Data provided:
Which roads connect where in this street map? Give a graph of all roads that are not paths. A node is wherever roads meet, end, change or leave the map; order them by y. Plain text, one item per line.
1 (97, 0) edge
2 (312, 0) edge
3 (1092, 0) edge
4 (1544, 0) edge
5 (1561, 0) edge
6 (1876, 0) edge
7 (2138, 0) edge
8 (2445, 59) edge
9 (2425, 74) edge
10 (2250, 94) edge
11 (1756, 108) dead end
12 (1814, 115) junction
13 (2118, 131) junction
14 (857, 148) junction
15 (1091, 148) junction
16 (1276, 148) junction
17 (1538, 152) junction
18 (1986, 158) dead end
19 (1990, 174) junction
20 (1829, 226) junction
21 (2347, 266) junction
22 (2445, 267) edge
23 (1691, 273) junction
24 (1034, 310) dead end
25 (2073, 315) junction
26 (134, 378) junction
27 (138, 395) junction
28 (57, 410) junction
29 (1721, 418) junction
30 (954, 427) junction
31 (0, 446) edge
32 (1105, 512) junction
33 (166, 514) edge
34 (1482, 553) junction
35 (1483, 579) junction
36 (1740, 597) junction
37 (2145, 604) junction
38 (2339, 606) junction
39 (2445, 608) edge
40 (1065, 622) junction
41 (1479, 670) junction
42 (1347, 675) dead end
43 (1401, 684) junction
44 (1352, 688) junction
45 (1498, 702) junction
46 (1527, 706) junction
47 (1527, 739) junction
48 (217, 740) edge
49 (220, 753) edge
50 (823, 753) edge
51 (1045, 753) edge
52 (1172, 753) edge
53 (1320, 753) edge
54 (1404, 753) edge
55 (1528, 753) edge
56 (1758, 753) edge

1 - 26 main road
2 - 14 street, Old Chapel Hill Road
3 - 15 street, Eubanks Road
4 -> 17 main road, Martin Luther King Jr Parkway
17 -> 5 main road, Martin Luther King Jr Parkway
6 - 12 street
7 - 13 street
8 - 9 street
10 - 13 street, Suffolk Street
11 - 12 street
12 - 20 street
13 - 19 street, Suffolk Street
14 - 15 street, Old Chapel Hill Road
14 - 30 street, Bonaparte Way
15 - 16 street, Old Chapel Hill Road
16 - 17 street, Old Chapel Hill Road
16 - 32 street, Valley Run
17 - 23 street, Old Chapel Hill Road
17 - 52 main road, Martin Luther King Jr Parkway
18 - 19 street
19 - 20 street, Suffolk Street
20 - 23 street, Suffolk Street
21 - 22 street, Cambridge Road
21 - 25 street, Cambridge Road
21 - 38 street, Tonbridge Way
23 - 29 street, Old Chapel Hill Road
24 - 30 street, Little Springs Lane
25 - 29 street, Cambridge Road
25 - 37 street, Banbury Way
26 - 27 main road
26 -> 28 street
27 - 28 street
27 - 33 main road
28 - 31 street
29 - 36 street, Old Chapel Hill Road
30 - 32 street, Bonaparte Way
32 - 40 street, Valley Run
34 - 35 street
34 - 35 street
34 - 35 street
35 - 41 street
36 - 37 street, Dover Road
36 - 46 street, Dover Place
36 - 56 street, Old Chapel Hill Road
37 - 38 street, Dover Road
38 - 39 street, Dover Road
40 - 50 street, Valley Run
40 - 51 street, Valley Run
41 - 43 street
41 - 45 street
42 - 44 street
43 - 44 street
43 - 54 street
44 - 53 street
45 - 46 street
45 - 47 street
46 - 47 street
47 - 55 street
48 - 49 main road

Exercise objective:
Write each line of the data down again exactly as it reads.

Result of this task:
Which roads connect where in this street map? Give a graph of all roads that are not paths. A node is wherever roads meet, end, change or leave the map; order them by y. Plain text, one item per line.
1 (97, 0) edge
2 (312, 0) edge
3 (1092, 0) edge
4 (1544, 0) edge
5 (1561, 0) edge
6 (1876, 0) edge
7 (2138, 0) edge
8 (2445, 59) edge
9 (2425, 74) edge
10 (2250, 94) edge
11 (1756, 108) dead end
12 (1814, 115) junction
13 (2118, 131) junction
14 (857, 148) junction
15 (1091, 148) junction
16 (1276, 148) junction
17 (1538, 152) junction
18 (1986, 158) dead end
19 (1990, 174) junction
20 (1829, 226) junction
21 (2347, 266) junction
22 (2445, 267) edge
23 (1691, 273) junction
24 (1034, 310) dead end
25 (2073, 315) junction
26 (134, 378) junction
27 (138, 395) junction
28 (57, 410) junction
29 (1721, 418) junction
30 (954, 427) junction
31 (0, 446) edge
32 (1105, 512) junction
33 (166, 514) edge
34 (1482, 553) junction
35 (1483, 579) junction
36 (1740, 597) junction
37 (2145, 604) junction
38 (2339, 606) junction
39 (2445, 608) edge
40 (1065, 622) junction
41 (1479, 670) junction
42 (1347, 675) dead end
43 (1401, 684) junction
44 (1352, 688) junction
45 (1498, 702) junction
46 (1527, 706) junction
47 (1527, 739) junction
48 (217, 740) edge
49 (220, 753) edge
50 (823, 753) edge
51 (1045, 753) edge
52 (1172, 753) edge
53 (1320, 753) edge
54 (1404, 753) edge
55 (1528, 753) edge
56 (1758, 753) edge

1 - 26 main road
2 - 14 street, Old Chapel Hill Road
3 - 15 street, Eubanks Road
4 -> 17 main road, Martin Luther King Jr Parkway
17 -> 5 main road, Martin Luther King Jr Parkway
6 - 12 street
7 - 13 street
8 - 9 street
10 - 13 street, Suffolk Street
11 - 12 street
12 - 20 street
13 - 19 street, Suffolk Street
14 - 15 street, Old Chapel Hill Road
14 - 30 street, Bonaparte Way
15 - 16 street, Old Chapel Hill Road
16 - 17 street, Old Chapel Hill Road
16 - 32 street, Valley Run
17 - 23 street, Old Chapel Hill Road
17 - 52 main road, Martin Luther King Jr Parkway
18 - 19 street
19 - 20 street, Suffolk Street
20 - 23 street, Suffolk Street
21 - 22 street, Cambridge Road
21 - 25 street, Cambridge Road
21 - 38 street, Tonbridge Way
23 - 29 street, Old Chapel Hill Road
24 - 30 street, Little Springs Lane
25 - 29 street, Cambridge Road
25 - 37 street, Banbury Way
26 - 27 main road
26 -> 28 street
27 - 28 street
27 - 33 main road
28 - 31 street
29 - 36 street, Old Chapel Hill Road
30 - 32 street, Bonaparte Way
32 - 40 street, Valley Run
34 - 35 street
34 - 35 street
34 - 35 street
35 - 41 street
36 - 37 street, Dover Road
36 - 46 street, Dover Place
36 - 56 street, Old Chapel Hill Road
37 - 38 street, Dover Road
38 - 39 street, Dover Road
40 - 50 street, Valley Run
40 - 51 street, Valley Run
41 - 43 street
41 - 45 street
42 - 44 street
43 - 44 street
43 - 54 street
44 - 53 street
45 - 46 street
45 - 47 street
46 - 47 street
47 - 55 street
48 - 49 main road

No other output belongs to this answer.